Location
- 1 Panther Boulevard Animas, New Mexico
- 31°56′59″N 108°48′43″W﻿ / ﻿31.94979083254553°N 108.81200179781182°W

Information
- Grades: 7–12
- Enrollment: 90
- Website: www.animask12.net

= Animas High School =

Public school in Animas, New Mexico

Animas High School is a public high school in Animas, New Mexico. As of the 2024–25 school year, Animas High School had 90 students in attendance, having students grades 7–12.

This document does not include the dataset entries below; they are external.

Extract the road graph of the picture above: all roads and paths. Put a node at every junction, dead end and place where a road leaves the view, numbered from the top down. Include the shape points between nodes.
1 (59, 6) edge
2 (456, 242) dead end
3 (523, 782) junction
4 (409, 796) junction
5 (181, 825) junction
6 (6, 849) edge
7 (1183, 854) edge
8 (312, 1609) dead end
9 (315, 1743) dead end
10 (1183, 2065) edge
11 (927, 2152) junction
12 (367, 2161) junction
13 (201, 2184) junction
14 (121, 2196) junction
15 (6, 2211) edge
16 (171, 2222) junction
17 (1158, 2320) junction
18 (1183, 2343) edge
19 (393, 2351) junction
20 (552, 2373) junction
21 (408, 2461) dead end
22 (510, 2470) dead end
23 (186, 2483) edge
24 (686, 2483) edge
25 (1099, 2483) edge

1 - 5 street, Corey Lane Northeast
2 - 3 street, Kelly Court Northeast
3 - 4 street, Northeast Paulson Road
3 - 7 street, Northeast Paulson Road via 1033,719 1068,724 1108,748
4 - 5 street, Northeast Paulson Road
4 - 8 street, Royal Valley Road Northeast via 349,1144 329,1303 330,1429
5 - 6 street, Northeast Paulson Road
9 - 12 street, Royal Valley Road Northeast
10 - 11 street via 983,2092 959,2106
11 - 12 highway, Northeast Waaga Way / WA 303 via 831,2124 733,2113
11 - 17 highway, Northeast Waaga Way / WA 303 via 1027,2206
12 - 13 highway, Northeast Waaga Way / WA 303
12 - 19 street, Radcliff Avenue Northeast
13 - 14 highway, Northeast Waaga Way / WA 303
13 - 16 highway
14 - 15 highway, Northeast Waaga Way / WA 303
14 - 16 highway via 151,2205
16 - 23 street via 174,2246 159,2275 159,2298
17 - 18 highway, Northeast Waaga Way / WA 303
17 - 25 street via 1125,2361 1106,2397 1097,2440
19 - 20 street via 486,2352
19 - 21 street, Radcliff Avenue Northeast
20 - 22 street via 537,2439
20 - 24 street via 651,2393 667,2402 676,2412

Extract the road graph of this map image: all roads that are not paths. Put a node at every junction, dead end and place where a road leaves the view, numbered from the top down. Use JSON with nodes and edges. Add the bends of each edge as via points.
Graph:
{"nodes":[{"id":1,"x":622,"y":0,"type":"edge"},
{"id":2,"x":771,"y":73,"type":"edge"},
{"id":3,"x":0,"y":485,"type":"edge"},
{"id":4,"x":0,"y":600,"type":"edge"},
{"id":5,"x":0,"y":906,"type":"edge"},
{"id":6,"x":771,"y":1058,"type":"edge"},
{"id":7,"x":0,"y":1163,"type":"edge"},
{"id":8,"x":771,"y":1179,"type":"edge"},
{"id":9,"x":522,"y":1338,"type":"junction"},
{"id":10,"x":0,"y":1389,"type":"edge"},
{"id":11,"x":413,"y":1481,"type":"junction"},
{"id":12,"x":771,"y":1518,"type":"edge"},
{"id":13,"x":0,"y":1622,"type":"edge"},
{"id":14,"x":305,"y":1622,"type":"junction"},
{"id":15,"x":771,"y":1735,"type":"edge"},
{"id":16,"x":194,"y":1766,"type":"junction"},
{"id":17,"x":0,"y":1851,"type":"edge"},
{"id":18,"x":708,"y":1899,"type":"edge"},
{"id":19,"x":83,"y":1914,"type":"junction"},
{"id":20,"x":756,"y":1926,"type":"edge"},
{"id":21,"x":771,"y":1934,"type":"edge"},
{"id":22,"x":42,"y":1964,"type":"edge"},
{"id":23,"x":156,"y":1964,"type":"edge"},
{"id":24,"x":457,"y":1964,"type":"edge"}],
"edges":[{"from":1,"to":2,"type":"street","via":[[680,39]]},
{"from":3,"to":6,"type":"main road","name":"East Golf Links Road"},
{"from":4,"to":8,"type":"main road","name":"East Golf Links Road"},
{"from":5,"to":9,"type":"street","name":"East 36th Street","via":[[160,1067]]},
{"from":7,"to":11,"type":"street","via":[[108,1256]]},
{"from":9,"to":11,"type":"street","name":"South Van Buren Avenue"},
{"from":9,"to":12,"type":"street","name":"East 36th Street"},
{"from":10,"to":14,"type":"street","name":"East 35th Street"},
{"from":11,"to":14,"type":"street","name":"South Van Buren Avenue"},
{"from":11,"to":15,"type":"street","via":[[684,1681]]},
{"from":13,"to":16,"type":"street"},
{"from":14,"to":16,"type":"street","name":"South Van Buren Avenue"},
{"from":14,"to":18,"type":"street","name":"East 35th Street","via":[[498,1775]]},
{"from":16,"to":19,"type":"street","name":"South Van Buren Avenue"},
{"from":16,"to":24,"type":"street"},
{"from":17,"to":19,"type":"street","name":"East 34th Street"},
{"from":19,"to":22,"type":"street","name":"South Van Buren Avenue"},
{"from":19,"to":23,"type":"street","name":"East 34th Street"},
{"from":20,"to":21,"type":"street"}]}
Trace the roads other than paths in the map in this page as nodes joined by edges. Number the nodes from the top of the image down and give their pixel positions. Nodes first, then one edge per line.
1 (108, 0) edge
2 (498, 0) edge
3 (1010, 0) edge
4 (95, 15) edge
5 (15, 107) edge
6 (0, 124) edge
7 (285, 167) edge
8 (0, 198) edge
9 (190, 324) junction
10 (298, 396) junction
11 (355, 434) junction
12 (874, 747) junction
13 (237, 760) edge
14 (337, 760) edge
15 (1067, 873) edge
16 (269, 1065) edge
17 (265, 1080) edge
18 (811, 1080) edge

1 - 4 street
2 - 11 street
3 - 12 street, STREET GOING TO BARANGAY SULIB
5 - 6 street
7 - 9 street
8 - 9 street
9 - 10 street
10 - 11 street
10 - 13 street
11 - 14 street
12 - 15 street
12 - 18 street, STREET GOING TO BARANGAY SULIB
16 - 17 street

It also works in association with Western New Mexico University.

== History ==
In 2025, a student was arrested at Animas High School for bringing a firearm onto school premises, though it was believed by authorities that the student had no violent intent.

== Sports ==
When Animas played 11-man football, the school became one of the strongest dynasties in New Mexico sports history. Starting in the 1984 season, Elida would go on a 72 game unbeaten streak that would last until 1990. After a draw against Tularosa High School in the 1984 championship, they also achieved a 69 game win steak.

Animas' streak was the second longest in American high school football history, and received significant regional support and interest, even receiving coverage by Life magazine.

Animas currently plays in 6-man football. They most recently won the state championship in 2018 against Elida High School.